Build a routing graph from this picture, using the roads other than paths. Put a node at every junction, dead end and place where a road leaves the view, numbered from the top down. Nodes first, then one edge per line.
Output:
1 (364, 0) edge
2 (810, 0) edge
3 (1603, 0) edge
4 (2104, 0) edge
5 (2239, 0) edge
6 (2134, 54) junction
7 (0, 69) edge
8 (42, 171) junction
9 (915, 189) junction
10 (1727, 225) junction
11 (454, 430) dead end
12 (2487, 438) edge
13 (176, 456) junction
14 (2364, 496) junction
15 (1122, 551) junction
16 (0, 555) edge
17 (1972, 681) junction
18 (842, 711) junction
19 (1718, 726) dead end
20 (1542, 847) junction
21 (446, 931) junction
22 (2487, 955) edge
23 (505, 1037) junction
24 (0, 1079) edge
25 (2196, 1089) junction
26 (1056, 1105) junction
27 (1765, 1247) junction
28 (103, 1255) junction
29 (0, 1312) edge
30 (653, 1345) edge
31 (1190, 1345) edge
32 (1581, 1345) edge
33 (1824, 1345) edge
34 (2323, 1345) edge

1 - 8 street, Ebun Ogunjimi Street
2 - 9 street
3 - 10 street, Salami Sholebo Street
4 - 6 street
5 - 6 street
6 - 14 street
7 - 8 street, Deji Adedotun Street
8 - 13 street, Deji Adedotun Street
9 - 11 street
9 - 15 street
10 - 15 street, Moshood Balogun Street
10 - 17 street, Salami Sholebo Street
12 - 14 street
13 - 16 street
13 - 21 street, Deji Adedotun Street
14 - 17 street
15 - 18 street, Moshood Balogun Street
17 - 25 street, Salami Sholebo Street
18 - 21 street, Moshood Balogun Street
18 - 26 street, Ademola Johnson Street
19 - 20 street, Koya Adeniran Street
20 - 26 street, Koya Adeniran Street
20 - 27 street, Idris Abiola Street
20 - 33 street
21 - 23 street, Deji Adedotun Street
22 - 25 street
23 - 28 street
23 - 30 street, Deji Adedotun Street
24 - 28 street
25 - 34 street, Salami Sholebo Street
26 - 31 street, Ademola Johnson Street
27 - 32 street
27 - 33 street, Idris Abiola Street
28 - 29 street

#### About this exercise:
Each entry above needs to be retyped exactly.

#### Answer space:
Build a routing graph from this picture, using the roads other than paths. Put a node at every junction, dead end and place where a road leaves the view, numbered from the top down. Nodes first, then one edge per line.
Output:
1 (364, 0) edge
2 (810, 0) edge
3 (1603, 0) edge
4 (2104, 0) edge
5 (2239, 0) edge
6 (2134, 54) junction
7 (0, 69) edge
8 (42, 171) junction
9 (915, 189) junction
10 (1727, 225) junction
11 (454, 430) dead end
12 (2487, 438) edge
13 (176, 456) junction
14 (2364, 496) junction
15 (1122, 551) junction
16 (0, 555) edge
17 (1972, 681) junction
18 (842, 711) junction
19 (1718, 726) dead end
20 (1542, 847) junction
21 (446, 931) junction
22 (2487, 955) edge
23 (505, 1037) junction
24 (0, 1079) edge
25 (2196, 1089) junction
26 (1056, 1105) junction
27 (1765, 1247) junction
28 (103, 1255) junction
29 (0, 1312) edge
30 (653, 1345) edge
31 (1190, 1345) edge
32 (1581, 1345) edge
33 (1824, 1345) edge
34 (2323, 1345) edge

1 - 8 street, Ebun Ogunjimi Street
2 - 9 street
3 - 10 street, Salami Sholebo Street
4 - 6 street
5 - 6 street
6 - 14 street
7 - 8 street, Deji Adedotun Street
8 - 13 street, Deji Adedotun Street
9 - 11 street
9 - 15 street
10 - 15 street, Moshood Balogun Street
10 - 17 street, Salami Sholebo Street
12 - 14 street
13 - 16 street
13 - 21 street, Deji Adedotun Street
14 - 17 street
15 - 18 street, Moshood Balogun Street
17 - 25 street, Salami Sholebo Street
18 - 21 street, Moshood Balogun Street
18 - 26 street, Ademola Johnson Street
19 - 20 street, Koya Adeniran Street
20 - 26 street, Koya Adeniran Street
20 - 27 street, Idris Abiola Street
20 - 33 street
21 - 23 street, Deji Adedotun Street
22 - 25 street
23 - 28 street
23 - 30 street, Deji Adedotun Street
24 - 28 street
25 - 34 street, Salami Sholebo Street
26 - 31 street, Ademola Johnson Street
27 - 32 street
27 - 33 street, Idris Abiola Street
28 - 29 street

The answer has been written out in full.